I found a '09 6.5 Pro with full DA 7900 for $4500. 

Damn!

Now the question is going to be, how different are the 6.5 and the 6.9 framesets?
If they are identical frames, then that's a steal!
I know that they '09's are different than the '10's. 
But at that price, it's worth more in parts.


----------



## wedge962005 (Jan 4, 2010)

2ndGen said:


> I found a '09 6.5 Pro with full DA 7900 for $4500.
> 
> Damn!
> 
> ...


There is no difference in frame. They are the same. 6.x vs 6.y (and similarly in 5.x) just denotes parts. There are some small differences between 2010 and 2009.


----------



## 2ndGen (Oct 10, 2008)

wedge962005 said:


> There is no difference in frame. They are the same. 6.x vs 6.y (and similarly in 5.x) just denotes parts. There are some small differences between 2010 and 2009.


Then that '09 6.5 at $4500. has to be the best value going right now.


----------



## MarvinK (Feb 12, 2002)

I think the 2010 and 2009 ride quite a bit different, but a 2009 or a 5-series are both nice bikes. If you're looking for comfort more than stiffness, the 2009 is definitely a steal. Too bad it probably still uses paired spokes.


----------



## davidka (Dec 12, 2001)

The boiled down verson:

The 6 is stiffer in the front triangle than and is noticably more vertically compliant (smoother on rough roads) than the 5. The 6 is also lighter. It's pretty awesome.


----------



## MarvinK (Feb 12, 2002)

Trek is sure advertising the vertical compliance, but in my road experiences I think the increased vertical compliance might be mathematically accurate, but the 5 is still overall more comfortable on rough roads. I still prefer the 6 and can always put 700x25 tires on to offset it.

I haven't heard a single 6-series user who has spent much time on the old design actually feel like the new one is smoother on rough roads.


----------



## davidka (Dec 12, 2001)

You have now. I have ridden both, I find the road smoothness to be a night and day difference from the 5 to the 6. I ride a 62cm for what that's worth.


----------



## zakyma (Jan 25, 2010)

*Professional Opinion*

I was in the same problema and I also was inclined to get the 6 series because of stiffness. If you are a tall rider over 6 feet or weighing more than 185 pounds, the 6 series is worth to go beside the internal cables and the sensors.

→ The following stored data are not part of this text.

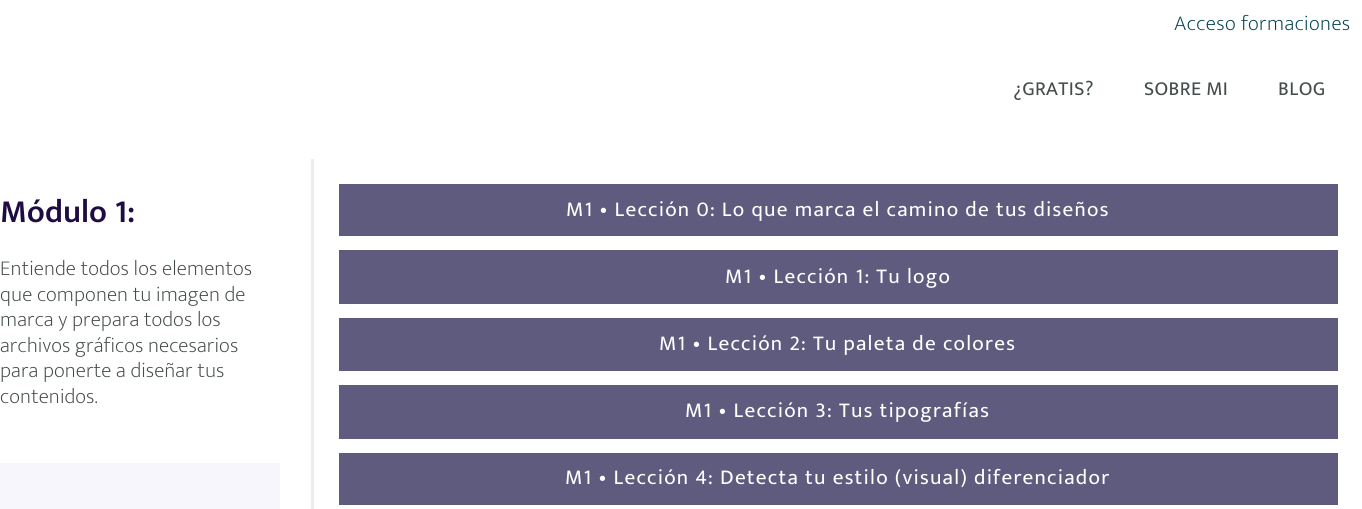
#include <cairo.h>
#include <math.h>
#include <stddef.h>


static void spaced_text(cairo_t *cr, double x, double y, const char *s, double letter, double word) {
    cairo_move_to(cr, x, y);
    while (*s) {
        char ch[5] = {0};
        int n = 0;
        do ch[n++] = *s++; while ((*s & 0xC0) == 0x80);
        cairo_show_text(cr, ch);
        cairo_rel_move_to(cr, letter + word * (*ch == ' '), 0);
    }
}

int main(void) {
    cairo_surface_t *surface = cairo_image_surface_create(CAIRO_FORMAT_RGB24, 1362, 509);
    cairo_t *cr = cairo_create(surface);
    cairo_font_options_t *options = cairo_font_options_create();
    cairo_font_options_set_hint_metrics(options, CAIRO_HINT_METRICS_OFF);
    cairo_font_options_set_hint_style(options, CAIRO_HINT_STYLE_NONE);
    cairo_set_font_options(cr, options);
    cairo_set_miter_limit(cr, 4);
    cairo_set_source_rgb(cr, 1, 1, 1);
    cairo_paint(cr);
    cairo_select_font_face(cr, "Mukta Light", CAIRO_FONT_SLANT_NORMAL, CAIRO_FONT_WEIGHT_NORMAL);
    cairo_set_font_size(cr, 21.25);
    cairo_set_source_rgb(cr, 0.004, 0.259, 0.306);
    spaced_text(cr, 1174, 30, "Acceso formaciones", 0.4, 0);
    cairo_select_font_face(cr, "Mukta", CAIRO_FONT_SLANT_NORMAL, CAIRO_FONT_WEIGHT_NORMAL);
    cairo_set_font_size(cr, 20);
    cairo_set_source_rgb(cr, 0.271, 0.298, 0.298);
    spaced_text(cr, 1013, 95, "¿GRATIS?", 0.4, 0);
    spaced_text(cr, 1144, 95, "SOBRE MI", 0.4, 0);
    spaced_text(cr, 1278, 95, "BLOG", 0.4, 0);
    cairo_select_font_face(cr, "Mukta SemiBold", CAIRO_FONT_SLANT_NORMAL, CAIRO_FONT_WEIGHT_NORMAL);
    cairo_set_font_size(cr, 32.5);
    cairo_set_source_rgb(cr, 0.122, 0.051, 0.259);
    cairo_move_to(cr, 0, 222);
    cairo_show_text(cr, "Módulo 1:");
    cairo_select_font_face(cr, "Mukta Light", CAIRO_FONT_SLANT_NORMAL, CAIRO_FONT_WEIGHT_NORMAL);
    cairo_set_font_size(cr, 21.25);
    cairo_set_source_rgb(cr, 0.271, 0.298, 0.298);
    spaced_text(cr, 0, 275, "Entiende todos los elementos", 0.1, 0);
    spaced_text(cr, 0, 301, "que componen tu imagen de", 0.1, 0);
    spaced_text(cr, 0, 326, "marca y prepara todos los", 0.1, 0);
    spaced_text(cr, 0, 352, "archivos gráficos necesarios", 0.1, 0);
    spaced_text(cr, 0, 377, "para ponerte a diseñar tus", 0.1, 0);
    spaced_text(cr, 0, 403, "contenidos.", 0.1, 0);
    cairo_set_source_rgb(cr, 0.965, 0.961, 0.988);
    cairo_rectangle(cr, 0, 463, 280, 46);
    cairo_fill(cr);
    cairo_set_source_rgb(cr, 0.925, 0.918, 0.949);
    cairo_rectangle(cr, 311, 159, 3, 350);
    cairo_fill(cr);
    cairo_set_source_rgb(cr, 0.369, 0.357, 0.498);
    cairo_rectangle(cr, 339, 184, 999, 52);
    cairo_fill(cr);
    cairo_select_font_face(cr, "Mukta", CAIRO_FONT_SLANT_NORMAL, CAIRO_FONT_WEIGHT_NORMAL);
    cairo_set_source_rgb(cr, 1, 1, 1);
    spaced_text(cr, 566, 216, "M1 • Lección 0: Lo que marca el camino de tus diseños", 1.25, 0);
    cairo_set_source_rgb(cr, 0.369, 0.357, 0.498);
    cairo_rectangle(cr, 339, 250, 999, 54);
    cairo_fill(cr);
    cairo_set_source_rgb(cr, 1, 1, 1);
    spaced_text(cr, 725, 283, "M1 • Lección 1: Tu logo", 1.25, 0);
    cairo_set_source_rgb(cr, 0.369, 0.357, 0.498);
    cairo_rectangle(cr, 339, 318, 999, 53);
    cairo_fill(cr);
    cairo_set_source_rgb(cr, 1, 1, 1);
    spaced_text(cr, 659, 350, "M1 • Lección 2: Tu paleta de colores", 1.25, 0);
    cairo_set_source_rgb(cr, 0.369, 0.357, 0.498);
    cairo_rectangle(cr, 339, 385, 999, 54);
    cairo_fill(cr);
    cairo_set_source_rgb(cr, 1, 1, 1);
    spaced_text(cr, 685, 417, "M1 • Lección 3: Tus tipografías", 1.25, 0);
    cairo_set_source_rgb(cr, 0.369, 0.357, 0.498);
    cairo_rectangle(cr, 339, 453, 999, 52);
    cairo_fill(cr);
    cairo_set_source_rgb(cr, 1, 1, 1);
    spaced_text(cr, 565, 484, "M1 • Lección 4: Detecta tu estilo (visual) diferenciador", 1.25, 0);
    cairo_surface_write_to_png(surface, "page.png");
    cairo_font_options_destroy(options);
    cairo_destroy(cr);
    cairo_surface_destroy(surface);
    return 0;
}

I already asked a professional cyclist at [email protected] and here is his reply.

I weight 155 lb.

For an enthusiast-level rider who weighs as little as you do, the extra
stiffness of the Madone 6 is not necessary--and may be detrimental. A little
flex in the frame makes the bike feel lively under power and when climbing,
Too much stiffness makes it feel like a big piece of plywood--dull and
boring. Big-watt sprinters and climbers like super stiff bikes because they
have the beans to flex them a bit--so they get the same fresh feel, but at a
few hundred watts higher output. If you must have the 'Six, then a three
month wait is not a worry. You'd be fretting about the five for at least
that long if you lie to yourself and force the sale. 

However, I'd say that the five is probably the best bet for pure ride quality.

Hope that's helps.


----------



## 2ndGen (Oct 10, 2008)

zakyma said:


> I was in the same problema and I also was inclined to get the 6 series because of stiffness. If you are a tall rider over 6 feet or weighing more than 185 pounds, the 6 series is worth to go beside the internal cables and the sensors.
> 
> I already asked a professional cyclist at [email protected] and here is his reply.
> 
> ...


Thanks! :thumbsup: 

Appreciate it. 

Sure does help along with the rest of the posts here.
I'm definitely geared towards a 6.X Series now for sure.

I'm just over 200lbs (pretty solid).


----------